Concernant l’organisation des agréments des écoles de formation

[137] Trois éléments du dossier d’agrément concentrent les difficultés d’appréciation de la commission. II s’agit de la qualification des personnels enseignants et de leur temps de présence dans l’école, de l’assurance de locaux d’une surface suffisante pour dispenser la formation eu égard au nombre d’étudiants accueillis et de la crédibilité de la capacité déclarée d’un établissement à proposer à ses étudiants le nombre d’heures de formation de pratique clinique requis.

[208] Depuis la loi hôpital, patients, santé et territoires (HPST)133 de 2009, les écoles d’ostéopathie et de chiropraxie sont soumises au contrôle des ARS et de l’IGAS134. Un programme de contrôle de ces écoles serait de nature à installer de façon pérenne une vérification du respect des textes réglementaires en vigueur et à renforcer la connaissance des écoles et prévenir des dysfonctionnements.

Concernant une éventuelle modification de la loi

[235] Depuis 2009, les écoles de formation des ostéopathes et chiropracteurs sont mentionnés au titre VIII du livre III du code de la santé publique141. Les dispositions appliquées aux assistants dentaires pourraient être transposées en codifiant l’article 75 de la loi de 2002 dans le livre III de la quatrième partie du code de la santé publique qui concerne les auxiliaires médicaux et autres professions de santé hors professions médicales et de la pharmacie. Ils pourraient ainsi faire l’objet d’une nouvelle codification au titre IX du livre III, sans changer leur mode d’exercice ni les principes qui régissent leurs établissements privés de formation. Cependant, le législateur pourrait introduire dans ce nouveau chapitre des éléments touchant aux champ d’activité, aux modalités de la formation, au référentiel de compétences ainsi qu’aux modalités de délivrance du titre. Cette reconnaissance des ostéopathes et de chiropracteurs comme professionnels de santé au titre IX pourrait s’accompagner d’un adossement à l’université afin de garantir la qualité de la formation. Un investissement dans la recherche, très peu présente à ce jour dans les écoles, serait également nécessaire.

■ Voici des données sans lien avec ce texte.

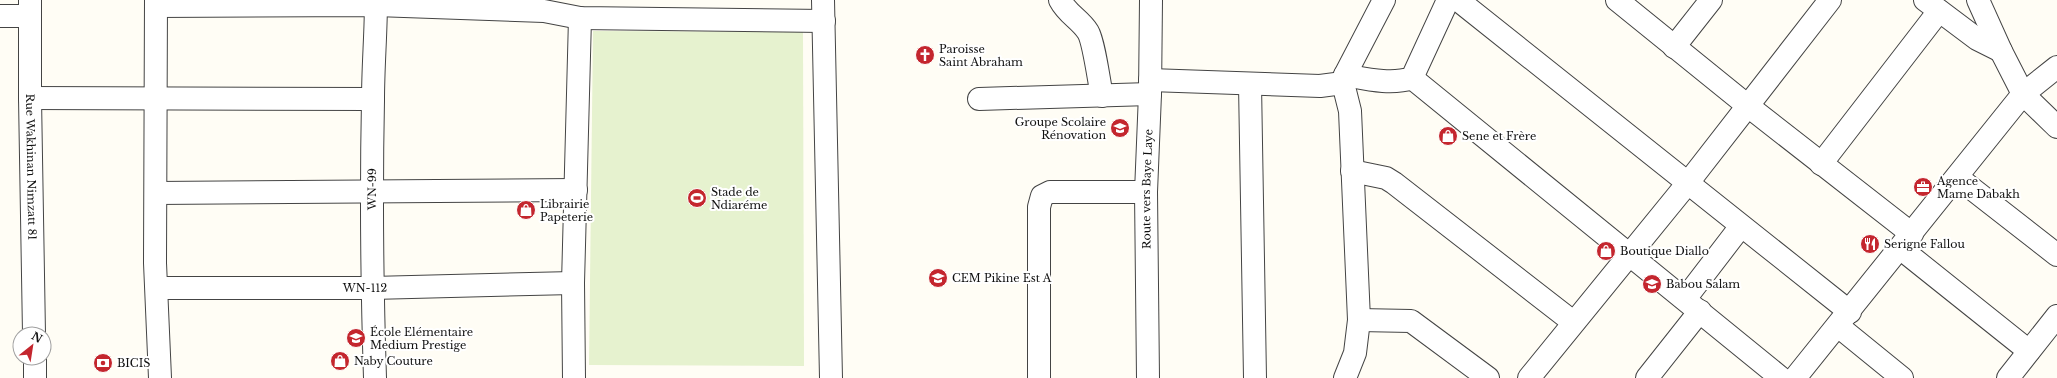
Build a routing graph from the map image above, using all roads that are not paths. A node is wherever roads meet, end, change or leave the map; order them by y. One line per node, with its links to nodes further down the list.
1 (1060, 0): 26 (street)
2 (1151, 0): 24 (street, Route vers Baye Laye)
3 (1384, 0): 22 (street)
4 (1448, 0): 21 (street)
5 (1458, 0): 36 (street)
6 (1617, 0): 18 (street)
7 (1711, 0): 18 (street)
8 (1830, 0): 31 (street)
9 (1978, 0): 19 (street)
10 (156, 3): 11 (street); 30 (street)
11 (376, 3): 17 (street); 28 (street, WN-99)
12 (1932, 5): 19 (street); 33 (street)
13 (30, 8): 16 (street); 27 (street, Rue Wakhinan Nimzatt 81)
14 (608, 9): 15 (street); 17 (street)
15 (824, 11): 60 (street)
16 (0, 16)
17 (580, 18): 37 (street)
18 (1674, 47): 31 (street)
19 (2001, 51): 25 (street)
20 (2057, 67): 25 (street)
21 (1412, 78): 22 (street); 43 (street)
22 (1344, 79): 23 (street); 34 (street)
23 (1250, 84): 24 (street); 63 (street)
24 (1150, 87): 26 (street); 38 (street, Route vers Baye Laye)
25 (2023, 94): 32 (street); 35 (street)
26 (1102, 96): 29 (street)
27 (30, 98): 30 (street); 53 (street, Rue Wakhinan Nimzatt 81)
28 (373, 99): 30 (street); 40 (street, WN-99)
29 (979, 99)
30 (156, 100): 39 (street)
31 (1748, 106): 33 (street); 36 (street)
32 (2057, 127)
33 (1821, 164): 42 (street)
34 (1352, 171): 51 (street); 52 (street)
35 (1957, 177): 42 (street); 44 (street)
36 (1687, 184): 41 (street); 43 (street)
37 (576, 190): 40 (street); 45 (street)
38 (1146, 192): 61 (street); 62 (street, Route vers Baye Laye)
39 (156, 193): 40 (street); 46 (street)
40 (372, 193): 47 (street, WN-99)
41 (1740, 226): 48 (street); 50 (street)
42 (1906, 241): 50 (street); 54 (street)
43 (1629, 253): 48 (street); 52 (street)
44 (2057, 255)
45 (573, 282): 47 (street, WN-112); 59 (street)
46 (157, 288): 47 (street, WN-112); 57 (street)
47 (372, 288): 58 (street, WN-99)
48 (1692, 305): 67 (street); 68 (street)
49 (2057, 316): 54 (street)
50 (1844, 319): 69 (street); 70 (street)
51 (1359, 320): 64 (street); 65 (street)
52 (1574, 322): 66 (street)
53 (34, 326)
54 (2029, 351): 71 (street)
55 (35, 366): 56 (street)
56 (35, 378)
57 (160, 378)
58 (375, 378)
59 (574, 378)
60 (831, 378)
61 (1039, 378)
62 (1148, 378)
63 (1254, 378)
64 (1345, 378)
65 (1488, 378)
66 (1529, 378)
67 (1647, 378)
68 (1781, 378)
69 (1795, 378)
70 (1902, 378)
71 (2008, 378)

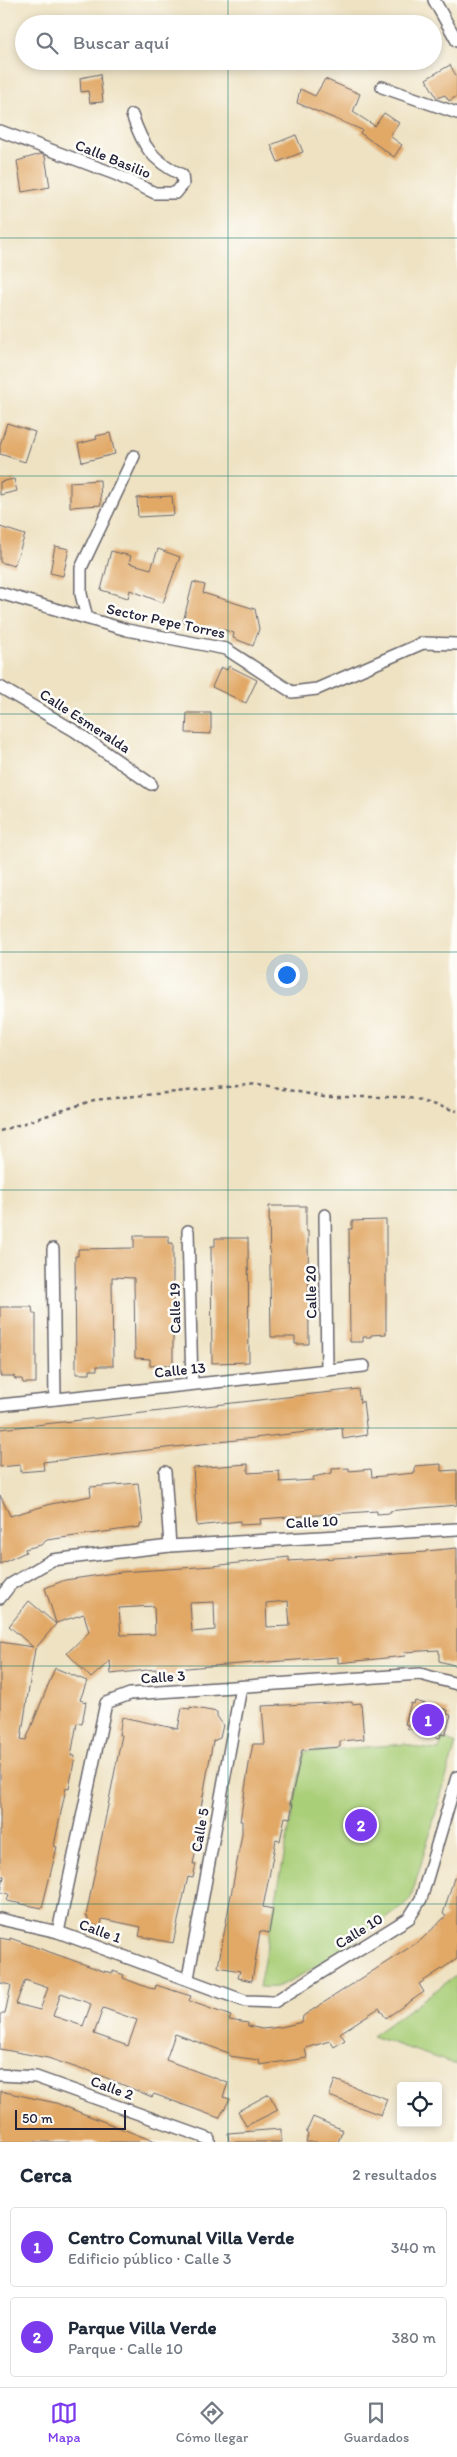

[237] La situation créée par la loi de 2002 n’est plus tenable en l’état, au vu d’une démographie incontrôlable, de l’absence d’estimation des besoins de santé, d’exigences de formation insuffisamment vérifiées et contrôlées et d’une paupérisation des nouveaux diplômés en ostéopathie.
Le renforcement de la procédure d’agrément associé à la mise en place d’un examen final comportant des jurés extérieurs est indispensable et doit être engagé sans délai. Toutefois, ces mesures ne permettront pas à elles seules de sécuriser la qualité des pratiques et de réguler la démographie. Une modification des conditions de délivrance du titre permettrait de sécuriser l’exercice et d’agir à moyen terme sur la démographie de ces professionnels. Sans aucunement transformer les ostéopathes ou les chiropracteurs en professions de santé au sens usuel, sans prise en charge des pratiques par l’assurance maladie obligatoire, l’intégration de ces professionnels dans le code de santé publique, selon les dispositions décrites, présenterait l’avantage de garantir la qualité de la formation en facilitant son adossement à l’université. Elle légitimerait en outre les interventions des opérateurs publics (DREES, ONIAM …) mentionnés dans ce rapport. La période de cinq ans, ouverte en 2021, entre deux campagnes d’agrément est une opportunité pour engager ces chantiers, parallèlement à celui de l’évaluation des pratiques.